Anyway, my four year old (not aware that we are more or less the only white people in our section) says rather loudly "Hey, it's Americans versus Japanese just like Pearl Harbor except with baseball!"

Naturally the people around me listening don't know Pearl Harbor is in italics.

Also, once he makes this very logical realization, he starts to regularly refer to the Japanese players (and this is true) as "Japs" as in "Are these Japs good hitters?" or "Who's this Jap? Does he play for the Angels?"

I keep adding "-anese" for him and he eventually gets the picture, but man... I kept waiting for a kamikaze from the level above us. It made for a full day. Fucking Ben Affleck, man.
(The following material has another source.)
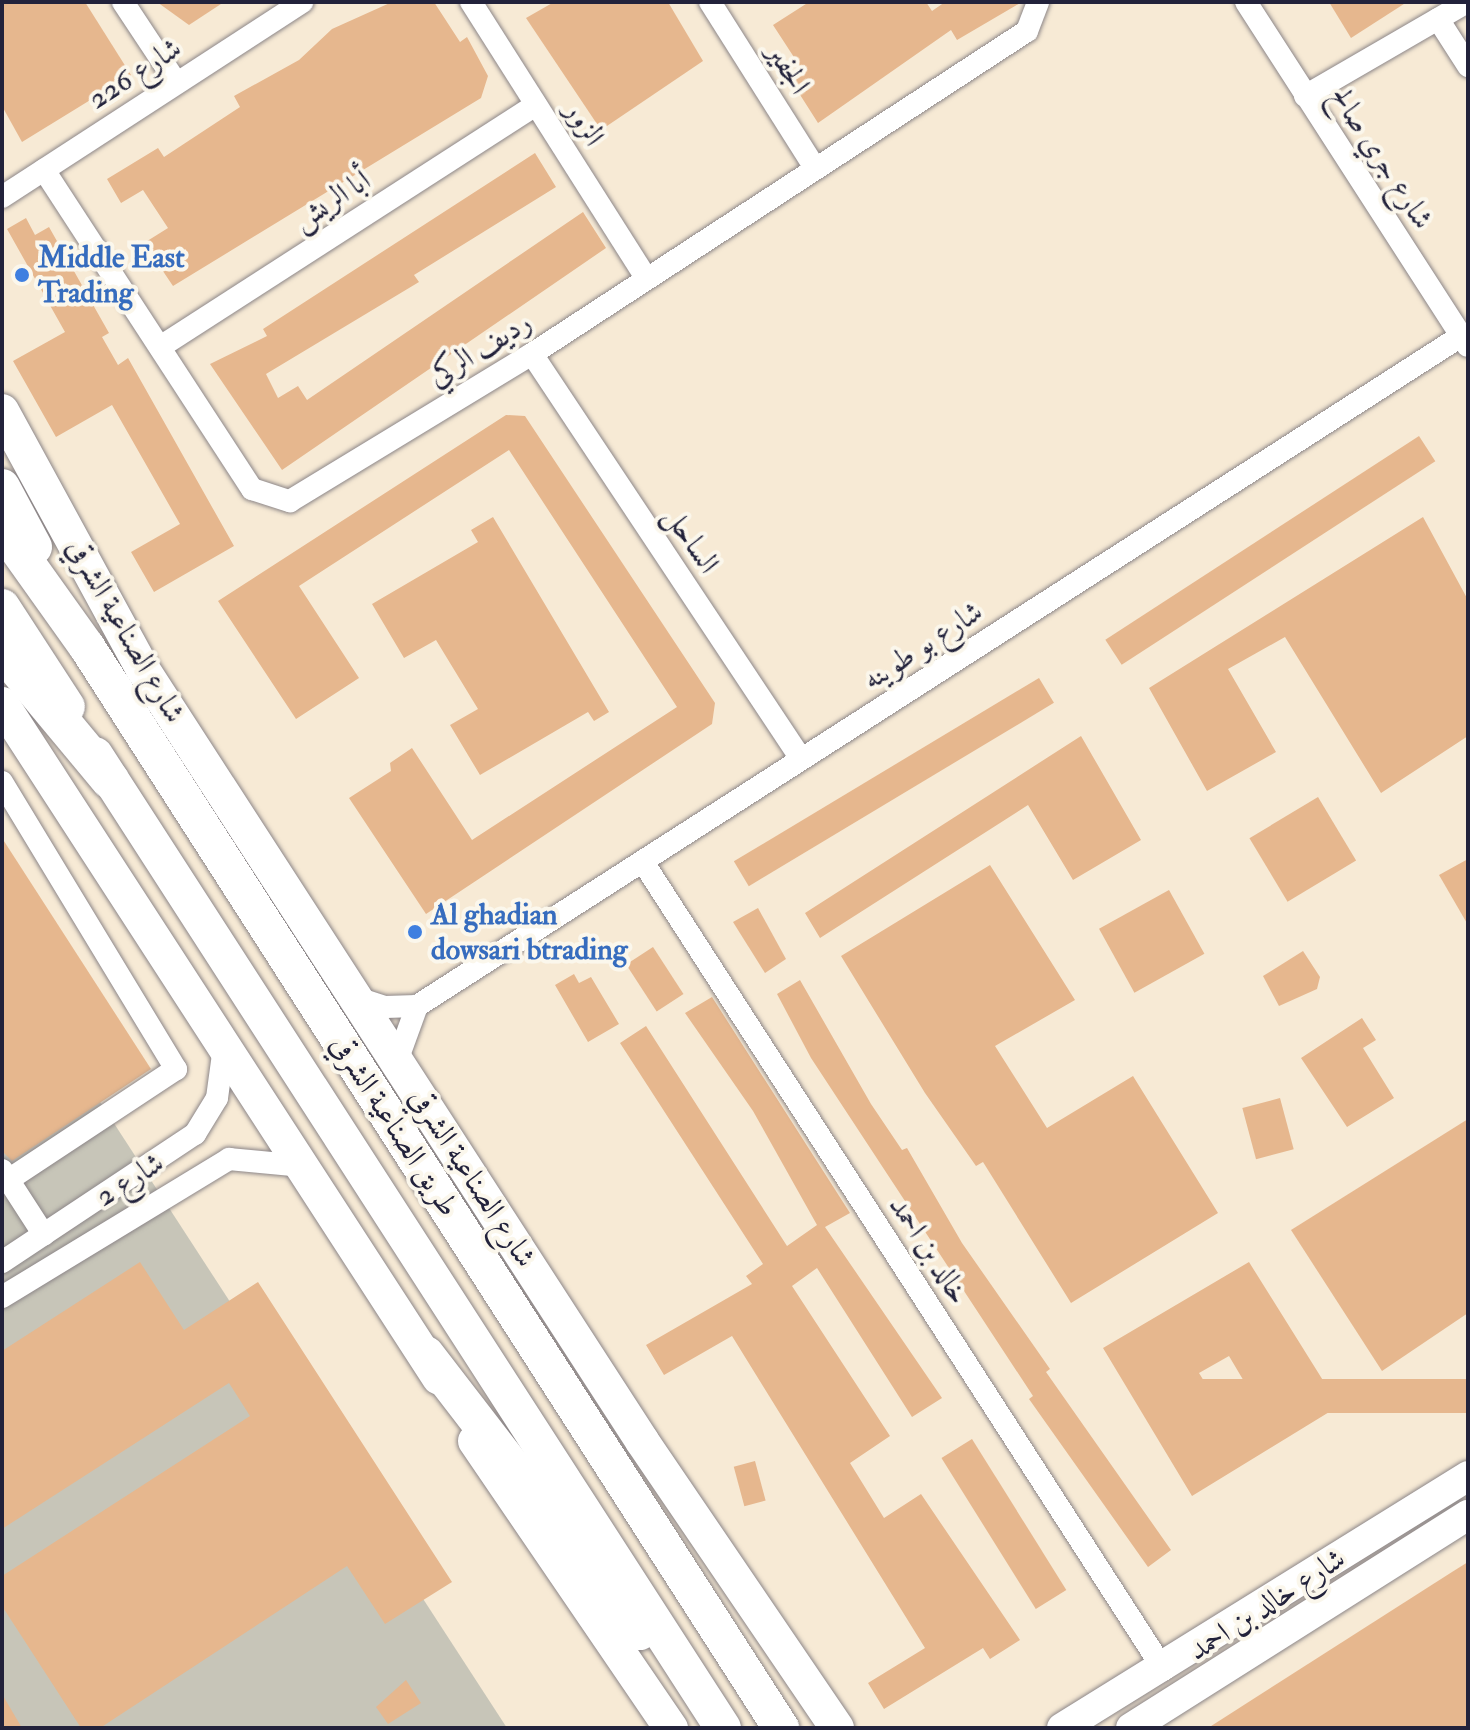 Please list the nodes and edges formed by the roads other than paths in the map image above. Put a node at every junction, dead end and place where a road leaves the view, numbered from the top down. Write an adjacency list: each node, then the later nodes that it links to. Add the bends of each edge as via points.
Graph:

Anyway, we managed not to freeze to death; and this in temperatures BARELY 25 DEGREES ABOVE FREEZING. And the USA managed to win the game. By cheating. Or rather, a really awful umpiring call in our favor. At the end, when the winning run crossed the plate, the Japanese players all splayed out across the field, dejected, not moving. And then I almost thought to myself "So this is what Hiroshima was like." But then I didn't. Because even though I couldn't feel my face, I could still feel my multiculturalist conscience excoriate me for even approaching such an idea. Instead, I bundled up my kids, lowered my head and plowed through the crowd so I could race to my car and beat traffic, throwing people out of my way and down concrete stairs as I passed, regardless of race or national origin.